## [WHAT IS EXPECTED]
Whenever the word "Sansores" appears in a line of the listing, copy that line.
--- START ---
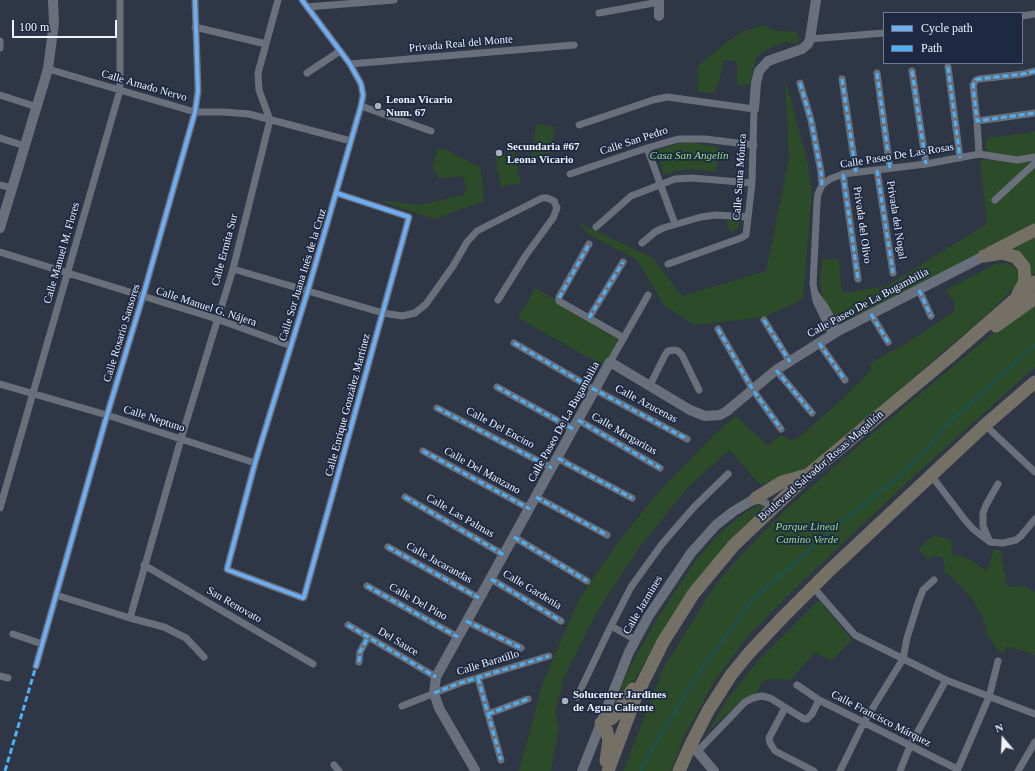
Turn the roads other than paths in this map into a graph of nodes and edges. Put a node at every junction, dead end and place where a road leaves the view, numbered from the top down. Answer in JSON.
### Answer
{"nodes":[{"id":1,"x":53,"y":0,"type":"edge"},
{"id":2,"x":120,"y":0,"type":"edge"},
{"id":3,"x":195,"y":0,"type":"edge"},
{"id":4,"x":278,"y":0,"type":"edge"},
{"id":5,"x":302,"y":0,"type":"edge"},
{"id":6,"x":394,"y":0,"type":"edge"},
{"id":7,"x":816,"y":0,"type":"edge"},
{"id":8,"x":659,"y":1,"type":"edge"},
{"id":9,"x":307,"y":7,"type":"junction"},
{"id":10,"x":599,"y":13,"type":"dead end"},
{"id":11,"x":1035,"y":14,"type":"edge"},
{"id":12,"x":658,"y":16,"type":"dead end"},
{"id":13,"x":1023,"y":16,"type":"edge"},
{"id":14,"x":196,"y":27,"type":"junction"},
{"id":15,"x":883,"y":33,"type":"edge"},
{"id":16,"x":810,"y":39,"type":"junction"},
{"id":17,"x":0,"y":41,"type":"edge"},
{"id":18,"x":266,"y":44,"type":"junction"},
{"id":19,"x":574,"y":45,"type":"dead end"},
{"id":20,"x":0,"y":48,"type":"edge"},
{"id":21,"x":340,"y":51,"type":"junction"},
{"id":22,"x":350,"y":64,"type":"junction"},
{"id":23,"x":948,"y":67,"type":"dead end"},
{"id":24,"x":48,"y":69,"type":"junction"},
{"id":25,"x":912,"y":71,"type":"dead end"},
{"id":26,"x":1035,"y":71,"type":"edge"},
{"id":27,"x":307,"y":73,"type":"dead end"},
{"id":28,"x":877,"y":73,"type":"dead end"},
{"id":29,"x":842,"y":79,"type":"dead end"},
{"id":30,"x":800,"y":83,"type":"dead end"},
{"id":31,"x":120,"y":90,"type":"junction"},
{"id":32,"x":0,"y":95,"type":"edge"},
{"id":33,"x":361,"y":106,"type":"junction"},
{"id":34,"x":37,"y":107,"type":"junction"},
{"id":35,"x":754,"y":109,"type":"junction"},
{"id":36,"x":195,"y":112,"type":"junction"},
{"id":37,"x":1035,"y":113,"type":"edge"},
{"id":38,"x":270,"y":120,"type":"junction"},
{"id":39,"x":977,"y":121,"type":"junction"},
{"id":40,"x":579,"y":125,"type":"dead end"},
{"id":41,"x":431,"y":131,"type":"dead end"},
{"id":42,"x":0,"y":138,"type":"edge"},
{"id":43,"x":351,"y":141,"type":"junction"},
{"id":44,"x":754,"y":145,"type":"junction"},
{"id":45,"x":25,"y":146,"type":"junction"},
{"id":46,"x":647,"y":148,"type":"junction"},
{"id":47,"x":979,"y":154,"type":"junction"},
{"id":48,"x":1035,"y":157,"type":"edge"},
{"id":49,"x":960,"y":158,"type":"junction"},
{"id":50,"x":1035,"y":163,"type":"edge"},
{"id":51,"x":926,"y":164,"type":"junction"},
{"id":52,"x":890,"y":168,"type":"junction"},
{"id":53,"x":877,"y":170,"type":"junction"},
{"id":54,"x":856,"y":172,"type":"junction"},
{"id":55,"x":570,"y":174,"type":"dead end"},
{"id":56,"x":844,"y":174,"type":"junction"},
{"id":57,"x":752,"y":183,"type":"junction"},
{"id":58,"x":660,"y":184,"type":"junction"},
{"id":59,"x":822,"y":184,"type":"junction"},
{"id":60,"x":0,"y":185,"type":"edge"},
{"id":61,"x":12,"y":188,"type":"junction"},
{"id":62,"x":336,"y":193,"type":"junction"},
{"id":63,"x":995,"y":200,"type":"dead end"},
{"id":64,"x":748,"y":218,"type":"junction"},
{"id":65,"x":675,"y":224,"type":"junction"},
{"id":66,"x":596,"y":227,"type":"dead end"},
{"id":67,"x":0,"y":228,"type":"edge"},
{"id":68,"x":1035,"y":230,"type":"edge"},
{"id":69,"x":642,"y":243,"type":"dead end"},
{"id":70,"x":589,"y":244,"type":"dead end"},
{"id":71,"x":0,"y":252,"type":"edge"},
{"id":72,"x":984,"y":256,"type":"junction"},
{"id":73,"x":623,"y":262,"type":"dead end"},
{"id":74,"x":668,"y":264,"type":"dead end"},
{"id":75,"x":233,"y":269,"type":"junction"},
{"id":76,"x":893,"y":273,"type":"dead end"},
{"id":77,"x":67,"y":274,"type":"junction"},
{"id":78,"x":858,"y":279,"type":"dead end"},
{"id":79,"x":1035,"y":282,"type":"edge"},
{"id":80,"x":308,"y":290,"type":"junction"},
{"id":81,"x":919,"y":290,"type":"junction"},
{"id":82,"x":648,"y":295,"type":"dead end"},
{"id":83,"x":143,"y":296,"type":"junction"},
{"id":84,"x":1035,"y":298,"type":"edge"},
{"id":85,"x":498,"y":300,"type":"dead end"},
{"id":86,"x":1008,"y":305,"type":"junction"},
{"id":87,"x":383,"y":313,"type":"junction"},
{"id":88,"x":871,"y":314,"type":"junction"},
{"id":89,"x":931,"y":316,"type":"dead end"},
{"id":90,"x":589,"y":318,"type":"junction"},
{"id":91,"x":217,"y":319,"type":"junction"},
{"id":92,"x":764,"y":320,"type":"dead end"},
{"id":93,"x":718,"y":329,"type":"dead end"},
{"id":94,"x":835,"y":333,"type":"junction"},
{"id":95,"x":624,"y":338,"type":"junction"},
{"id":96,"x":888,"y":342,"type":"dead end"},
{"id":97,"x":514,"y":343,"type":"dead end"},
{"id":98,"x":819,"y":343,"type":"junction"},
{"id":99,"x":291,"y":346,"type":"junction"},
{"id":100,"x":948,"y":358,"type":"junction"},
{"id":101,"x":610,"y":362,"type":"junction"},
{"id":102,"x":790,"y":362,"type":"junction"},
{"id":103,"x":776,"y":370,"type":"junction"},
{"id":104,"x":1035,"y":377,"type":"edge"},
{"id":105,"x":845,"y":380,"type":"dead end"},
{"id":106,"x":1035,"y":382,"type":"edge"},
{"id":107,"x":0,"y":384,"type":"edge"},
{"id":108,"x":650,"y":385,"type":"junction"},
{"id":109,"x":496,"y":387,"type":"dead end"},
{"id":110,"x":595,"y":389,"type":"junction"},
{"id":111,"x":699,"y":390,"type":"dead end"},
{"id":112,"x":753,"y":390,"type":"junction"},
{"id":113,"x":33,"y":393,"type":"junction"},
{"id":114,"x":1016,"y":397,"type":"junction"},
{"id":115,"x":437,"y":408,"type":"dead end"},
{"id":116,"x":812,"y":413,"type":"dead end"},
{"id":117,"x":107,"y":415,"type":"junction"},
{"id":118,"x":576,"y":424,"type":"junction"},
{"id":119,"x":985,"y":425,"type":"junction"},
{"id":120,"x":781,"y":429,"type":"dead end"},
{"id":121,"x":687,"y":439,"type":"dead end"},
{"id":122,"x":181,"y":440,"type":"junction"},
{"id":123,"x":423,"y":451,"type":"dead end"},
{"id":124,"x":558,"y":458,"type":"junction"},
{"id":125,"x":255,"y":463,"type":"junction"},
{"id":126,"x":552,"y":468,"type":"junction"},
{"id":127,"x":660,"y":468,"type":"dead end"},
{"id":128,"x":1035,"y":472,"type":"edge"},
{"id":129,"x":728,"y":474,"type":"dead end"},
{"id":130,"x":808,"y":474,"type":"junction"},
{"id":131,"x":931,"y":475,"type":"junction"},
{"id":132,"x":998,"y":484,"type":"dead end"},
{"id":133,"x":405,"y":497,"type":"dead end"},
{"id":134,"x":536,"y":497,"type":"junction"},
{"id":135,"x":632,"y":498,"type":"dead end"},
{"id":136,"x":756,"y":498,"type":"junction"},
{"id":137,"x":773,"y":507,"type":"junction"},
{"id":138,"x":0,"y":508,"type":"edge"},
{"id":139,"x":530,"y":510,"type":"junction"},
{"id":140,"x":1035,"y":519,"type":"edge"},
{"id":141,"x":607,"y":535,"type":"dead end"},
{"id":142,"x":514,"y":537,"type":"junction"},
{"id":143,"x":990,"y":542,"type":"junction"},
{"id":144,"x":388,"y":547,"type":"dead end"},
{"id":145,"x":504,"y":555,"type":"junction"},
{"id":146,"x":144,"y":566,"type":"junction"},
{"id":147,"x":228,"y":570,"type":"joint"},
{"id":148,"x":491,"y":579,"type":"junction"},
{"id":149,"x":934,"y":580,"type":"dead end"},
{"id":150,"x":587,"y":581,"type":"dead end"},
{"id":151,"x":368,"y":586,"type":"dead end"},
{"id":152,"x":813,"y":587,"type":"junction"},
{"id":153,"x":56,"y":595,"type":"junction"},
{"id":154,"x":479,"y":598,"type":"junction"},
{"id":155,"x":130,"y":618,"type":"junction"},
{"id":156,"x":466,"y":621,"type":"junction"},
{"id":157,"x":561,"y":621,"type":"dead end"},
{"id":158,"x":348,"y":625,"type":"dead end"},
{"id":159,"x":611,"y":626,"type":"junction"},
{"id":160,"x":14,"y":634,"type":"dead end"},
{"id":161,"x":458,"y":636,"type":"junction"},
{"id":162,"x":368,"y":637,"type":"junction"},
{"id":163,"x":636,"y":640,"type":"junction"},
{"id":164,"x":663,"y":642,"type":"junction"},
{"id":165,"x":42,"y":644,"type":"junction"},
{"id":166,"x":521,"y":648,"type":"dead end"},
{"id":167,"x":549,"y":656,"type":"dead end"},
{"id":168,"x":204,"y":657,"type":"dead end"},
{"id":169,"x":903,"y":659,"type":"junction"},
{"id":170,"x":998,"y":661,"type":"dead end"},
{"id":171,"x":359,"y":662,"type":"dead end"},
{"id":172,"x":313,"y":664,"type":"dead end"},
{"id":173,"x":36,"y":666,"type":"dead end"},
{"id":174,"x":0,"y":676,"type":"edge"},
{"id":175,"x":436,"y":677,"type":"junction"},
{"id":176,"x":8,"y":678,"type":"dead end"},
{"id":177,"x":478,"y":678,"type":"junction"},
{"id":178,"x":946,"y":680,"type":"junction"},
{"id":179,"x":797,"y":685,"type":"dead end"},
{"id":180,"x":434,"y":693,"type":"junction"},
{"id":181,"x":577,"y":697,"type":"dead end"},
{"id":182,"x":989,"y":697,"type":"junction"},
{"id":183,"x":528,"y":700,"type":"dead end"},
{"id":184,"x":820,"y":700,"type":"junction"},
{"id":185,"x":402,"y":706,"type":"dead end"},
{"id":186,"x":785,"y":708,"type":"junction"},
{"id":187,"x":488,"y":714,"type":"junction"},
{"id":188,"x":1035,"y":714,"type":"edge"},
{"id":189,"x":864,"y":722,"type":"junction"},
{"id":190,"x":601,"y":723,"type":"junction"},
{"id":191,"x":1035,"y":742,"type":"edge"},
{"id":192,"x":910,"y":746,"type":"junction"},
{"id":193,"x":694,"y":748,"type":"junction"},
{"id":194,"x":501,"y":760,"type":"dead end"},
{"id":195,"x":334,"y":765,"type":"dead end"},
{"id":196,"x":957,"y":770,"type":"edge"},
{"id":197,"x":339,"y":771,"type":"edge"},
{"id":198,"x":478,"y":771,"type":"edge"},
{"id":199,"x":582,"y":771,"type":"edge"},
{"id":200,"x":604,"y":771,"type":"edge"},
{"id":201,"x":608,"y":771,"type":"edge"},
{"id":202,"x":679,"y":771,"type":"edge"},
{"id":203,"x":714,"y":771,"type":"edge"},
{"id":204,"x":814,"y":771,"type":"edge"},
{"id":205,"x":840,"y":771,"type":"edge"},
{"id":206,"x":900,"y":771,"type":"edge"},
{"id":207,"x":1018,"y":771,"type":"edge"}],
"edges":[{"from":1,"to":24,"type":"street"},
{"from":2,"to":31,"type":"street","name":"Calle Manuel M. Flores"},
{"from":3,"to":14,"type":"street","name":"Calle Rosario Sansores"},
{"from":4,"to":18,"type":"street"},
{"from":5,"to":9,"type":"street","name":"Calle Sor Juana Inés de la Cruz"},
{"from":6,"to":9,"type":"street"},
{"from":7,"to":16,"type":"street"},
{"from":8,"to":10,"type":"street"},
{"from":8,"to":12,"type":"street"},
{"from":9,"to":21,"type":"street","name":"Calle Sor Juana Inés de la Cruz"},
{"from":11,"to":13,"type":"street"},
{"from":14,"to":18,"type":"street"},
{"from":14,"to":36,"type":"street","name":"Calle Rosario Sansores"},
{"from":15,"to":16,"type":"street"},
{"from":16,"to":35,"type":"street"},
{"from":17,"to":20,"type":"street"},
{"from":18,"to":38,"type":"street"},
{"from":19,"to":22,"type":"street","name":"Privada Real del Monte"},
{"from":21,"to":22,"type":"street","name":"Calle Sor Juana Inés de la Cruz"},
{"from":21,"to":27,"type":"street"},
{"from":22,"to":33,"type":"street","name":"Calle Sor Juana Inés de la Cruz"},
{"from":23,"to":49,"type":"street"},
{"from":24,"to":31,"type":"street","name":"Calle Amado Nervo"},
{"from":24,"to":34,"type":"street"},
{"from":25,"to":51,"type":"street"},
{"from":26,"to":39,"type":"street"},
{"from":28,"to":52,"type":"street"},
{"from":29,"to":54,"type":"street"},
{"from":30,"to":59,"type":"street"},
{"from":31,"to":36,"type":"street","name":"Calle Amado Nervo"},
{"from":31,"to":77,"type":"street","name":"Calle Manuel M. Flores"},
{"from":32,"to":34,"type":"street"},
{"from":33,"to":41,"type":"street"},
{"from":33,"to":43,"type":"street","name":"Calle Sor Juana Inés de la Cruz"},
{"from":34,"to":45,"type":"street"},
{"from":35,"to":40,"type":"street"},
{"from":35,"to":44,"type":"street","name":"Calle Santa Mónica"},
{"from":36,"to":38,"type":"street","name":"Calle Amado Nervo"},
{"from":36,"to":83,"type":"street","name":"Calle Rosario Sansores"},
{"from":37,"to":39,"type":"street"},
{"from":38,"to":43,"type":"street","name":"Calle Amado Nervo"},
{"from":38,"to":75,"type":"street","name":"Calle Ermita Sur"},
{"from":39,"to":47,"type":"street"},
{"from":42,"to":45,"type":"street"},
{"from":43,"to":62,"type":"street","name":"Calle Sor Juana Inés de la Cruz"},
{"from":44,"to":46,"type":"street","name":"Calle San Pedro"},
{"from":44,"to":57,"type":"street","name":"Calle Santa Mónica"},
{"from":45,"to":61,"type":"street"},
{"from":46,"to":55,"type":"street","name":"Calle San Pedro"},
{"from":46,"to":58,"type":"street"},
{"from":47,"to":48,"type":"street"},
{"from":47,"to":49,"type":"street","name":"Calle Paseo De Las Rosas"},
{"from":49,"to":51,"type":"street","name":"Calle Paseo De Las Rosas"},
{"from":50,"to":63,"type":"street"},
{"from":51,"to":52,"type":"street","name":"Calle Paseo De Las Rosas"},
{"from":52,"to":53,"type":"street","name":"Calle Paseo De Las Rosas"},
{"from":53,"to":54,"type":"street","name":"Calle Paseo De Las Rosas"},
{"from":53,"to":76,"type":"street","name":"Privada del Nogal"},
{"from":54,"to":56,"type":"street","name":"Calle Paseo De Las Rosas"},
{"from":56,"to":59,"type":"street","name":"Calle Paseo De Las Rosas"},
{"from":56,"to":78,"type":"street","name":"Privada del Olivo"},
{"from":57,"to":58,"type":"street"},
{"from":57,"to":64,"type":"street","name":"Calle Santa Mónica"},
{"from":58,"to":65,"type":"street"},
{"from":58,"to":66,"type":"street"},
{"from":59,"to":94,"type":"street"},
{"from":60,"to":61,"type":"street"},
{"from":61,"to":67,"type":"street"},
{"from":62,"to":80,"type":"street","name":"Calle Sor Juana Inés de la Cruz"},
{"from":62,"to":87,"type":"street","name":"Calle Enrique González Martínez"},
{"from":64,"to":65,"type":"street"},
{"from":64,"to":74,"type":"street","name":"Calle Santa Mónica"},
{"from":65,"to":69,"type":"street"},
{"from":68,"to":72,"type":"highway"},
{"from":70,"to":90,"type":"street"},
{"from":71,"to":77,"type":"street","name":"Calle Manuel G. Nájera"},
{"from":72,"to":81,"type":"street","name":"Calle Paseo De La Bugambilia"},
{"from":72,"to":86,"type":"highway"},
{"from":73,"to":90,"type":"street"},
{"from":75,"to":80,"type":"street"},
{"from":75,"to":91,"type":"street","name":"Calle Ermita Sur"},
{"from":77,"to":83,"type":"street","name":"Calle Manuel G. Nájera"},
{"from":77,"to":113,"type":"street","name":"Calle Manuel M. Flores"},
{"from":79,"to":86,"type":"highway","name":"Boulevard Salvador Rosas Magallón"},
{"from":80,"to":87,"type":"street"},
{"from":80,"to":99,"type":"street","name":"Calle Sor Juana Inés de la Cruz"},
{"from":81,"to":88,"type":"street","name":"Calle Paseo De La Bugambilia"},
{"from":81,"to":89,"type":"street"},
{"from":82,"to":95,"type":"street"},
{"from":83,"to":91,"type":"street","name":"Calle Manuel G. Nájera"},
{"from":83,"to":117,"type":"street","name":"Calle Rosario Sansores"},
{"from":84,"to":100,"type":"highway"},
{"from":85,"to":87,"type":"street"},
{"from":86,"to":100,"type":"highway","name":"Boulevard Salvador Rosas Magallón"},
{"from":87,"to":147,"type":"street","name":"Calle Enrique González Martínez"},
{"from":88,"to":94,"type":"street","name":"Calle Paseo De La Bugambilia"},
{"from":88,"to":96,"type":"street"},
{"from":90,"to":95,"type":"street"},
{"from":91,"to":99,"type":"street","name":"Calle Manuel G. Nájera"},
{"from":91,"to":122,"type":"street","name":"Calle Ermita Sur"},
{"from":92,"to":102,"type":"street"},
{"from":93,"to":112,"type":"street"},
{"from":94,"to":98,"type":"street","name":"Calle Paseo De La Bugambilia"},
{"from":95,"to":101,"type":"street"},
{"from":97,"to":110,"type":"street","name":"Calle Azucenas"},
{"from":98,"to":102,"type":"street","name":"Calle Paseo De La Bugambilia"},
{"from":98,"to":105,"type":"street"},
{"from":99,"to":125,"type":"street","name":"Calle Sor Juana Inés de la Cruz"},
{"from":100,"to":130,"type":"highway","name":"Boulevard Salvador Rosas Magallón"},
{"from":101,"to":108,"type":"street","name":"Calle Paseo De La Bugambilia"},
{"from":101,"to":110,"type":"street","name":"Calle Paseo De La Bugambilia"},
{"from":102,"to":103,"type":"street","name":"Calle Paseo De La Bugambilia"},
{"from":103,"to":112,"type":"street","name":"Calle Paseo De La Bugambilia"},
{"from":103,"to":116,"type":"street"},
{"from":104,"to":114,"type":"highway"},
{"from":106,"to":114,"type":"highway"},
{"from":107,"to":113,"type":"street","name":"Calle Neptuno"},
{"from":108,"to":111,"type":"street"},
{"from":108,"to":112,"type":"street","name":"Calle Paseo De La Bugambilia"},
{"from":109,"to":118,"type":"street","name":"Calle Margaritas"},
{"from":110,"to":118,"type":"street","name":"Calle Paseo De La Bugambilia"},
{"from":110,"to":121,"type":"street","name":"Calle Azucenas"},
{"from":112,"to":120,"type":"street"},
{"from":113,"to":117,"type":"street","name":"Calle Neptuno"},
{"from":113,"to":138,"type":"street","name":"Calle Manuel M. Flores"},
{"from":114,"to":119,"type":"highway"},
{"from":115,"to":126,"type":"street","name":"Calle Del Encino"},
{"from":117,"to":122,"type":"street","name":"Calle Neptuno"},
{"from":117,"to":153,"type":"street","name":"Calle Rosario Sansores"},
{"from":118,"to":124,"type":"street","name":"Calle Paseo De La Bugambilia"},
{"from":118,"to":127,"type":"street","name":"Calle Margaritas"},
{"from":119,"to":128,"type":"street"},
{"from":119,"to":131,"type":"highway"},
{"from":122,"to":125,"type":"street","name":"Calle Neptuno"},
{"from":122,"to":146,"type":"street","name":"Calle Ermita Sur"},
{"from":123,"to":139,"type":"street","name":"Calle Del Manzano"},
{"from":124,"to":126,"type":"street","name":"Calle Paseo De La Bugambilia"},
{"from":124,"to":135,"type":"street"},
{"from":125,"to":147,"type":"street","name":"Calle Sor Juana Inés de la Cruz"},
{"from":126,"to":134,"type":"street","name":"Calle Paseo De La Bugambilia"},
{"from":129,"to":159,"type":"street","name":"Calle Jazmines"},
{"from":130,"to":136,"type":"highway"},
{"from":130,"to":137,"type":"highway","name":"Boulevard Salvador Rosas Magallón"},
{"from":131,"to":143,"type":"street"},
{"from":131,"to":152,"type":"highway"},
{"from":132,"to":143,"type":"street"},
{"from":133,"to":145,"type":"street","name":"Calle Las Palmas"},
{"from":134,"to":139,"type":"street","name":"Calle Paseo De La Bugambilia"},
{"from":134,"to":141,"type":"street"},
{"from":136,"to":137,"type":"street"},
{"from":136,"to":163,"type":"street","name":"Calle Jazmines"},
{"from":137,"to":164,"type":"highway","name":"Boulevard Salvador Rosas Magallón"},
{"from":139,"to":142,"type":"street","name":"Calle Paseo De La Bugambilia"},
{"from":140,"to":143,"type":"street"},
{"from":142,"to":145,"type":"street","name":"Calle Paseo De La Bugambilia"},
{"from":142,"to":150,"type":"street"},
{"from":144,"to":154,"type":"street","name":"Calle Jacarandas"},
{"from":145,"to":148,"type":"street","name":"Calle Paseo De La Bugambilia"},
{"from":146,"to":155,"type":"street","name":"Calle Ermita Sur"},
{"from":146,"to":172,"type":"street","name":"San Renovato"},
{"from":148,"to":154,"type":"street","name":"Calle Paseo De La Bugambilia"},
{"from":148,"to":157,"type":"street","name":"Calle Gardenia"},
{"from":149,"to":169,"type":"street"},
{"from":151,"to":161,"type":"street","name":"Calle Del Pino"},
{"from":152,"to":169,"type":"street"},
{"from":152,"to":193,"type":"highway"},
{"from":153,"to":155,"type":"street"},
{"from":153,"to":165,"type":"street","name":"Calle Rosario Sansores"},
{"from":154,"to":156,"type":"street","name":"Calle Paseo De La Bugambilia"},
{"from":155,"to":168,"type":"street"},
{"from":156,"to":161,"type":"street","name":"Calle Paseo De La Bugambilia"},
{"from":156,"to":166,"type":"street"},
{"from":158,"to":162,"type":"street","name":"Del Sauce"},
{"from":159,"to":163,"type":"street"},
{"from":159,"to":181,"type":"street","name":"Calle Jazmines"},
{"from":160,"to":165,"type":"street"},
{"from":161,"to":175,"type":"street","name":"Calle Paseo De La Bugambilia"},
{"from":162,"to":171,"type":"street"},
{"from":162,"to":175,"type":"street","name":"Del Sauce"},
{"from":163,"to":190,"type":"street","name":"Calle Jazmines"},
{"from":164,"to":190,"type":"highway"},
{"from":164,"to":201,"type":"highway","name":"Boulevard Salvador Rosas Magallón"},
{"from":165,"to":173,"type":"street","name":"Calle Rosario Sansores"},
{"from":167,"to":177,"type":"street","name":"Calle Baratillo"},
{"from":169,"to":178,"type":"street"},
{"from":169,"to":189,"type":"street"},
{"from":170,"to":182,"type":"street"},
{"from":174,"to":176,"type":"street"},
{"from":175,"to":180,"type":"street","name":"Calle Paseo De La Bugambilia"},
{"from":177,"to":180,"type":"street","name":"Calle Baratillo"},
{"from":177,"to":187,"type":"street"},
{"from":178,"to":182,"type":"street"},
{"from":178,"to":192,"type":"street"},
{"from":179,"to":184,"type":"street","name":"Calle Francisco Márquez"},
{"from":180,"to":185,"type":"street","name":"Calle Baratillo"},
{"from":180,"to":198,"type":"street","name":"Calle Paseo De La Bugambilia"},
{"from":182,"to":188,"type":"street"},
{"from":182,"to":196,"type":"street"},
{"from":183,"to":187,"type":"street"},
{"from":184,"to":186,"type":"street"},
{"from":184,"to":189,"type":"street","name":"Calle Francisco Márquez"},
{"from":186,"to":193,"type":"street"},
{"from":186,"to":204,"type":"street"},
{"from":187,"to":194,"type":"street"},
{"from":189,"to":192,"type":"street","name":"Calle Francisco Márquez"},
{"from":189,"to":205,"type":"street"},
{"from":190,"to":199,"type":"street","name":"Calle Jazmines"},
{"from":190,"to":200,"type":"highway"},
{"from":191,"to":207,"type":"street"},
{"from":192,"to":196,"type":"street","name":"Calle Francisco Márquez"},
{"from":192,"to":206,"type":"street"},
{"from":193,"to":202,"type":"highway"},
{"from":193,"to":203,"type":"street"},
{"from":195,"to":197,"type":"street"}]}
--- END ---
## [ANSWER AREA]
{"from":3,"to":14,"type":"street","name":"Calle Rosario Sansores"},
{"from":14,"to":36,"type":"street","name":"Calle Rosario Sansores"},
{"from":36,"to":83,"type":"street","name":"Calle Rosario Sansores"},
{"from":83,"to":117,"type":"street","name":"Calle Rosario Sansores"},
{"from":117,"to":153,"type":"street","name":"Calle Rosario Sansores"},
{"from":153,"to":165,"type":"street","name":"Calle Rosario Sansores"},
{"from":165,"to":173,"type":"street","name":"Calle Rosario Sansores"},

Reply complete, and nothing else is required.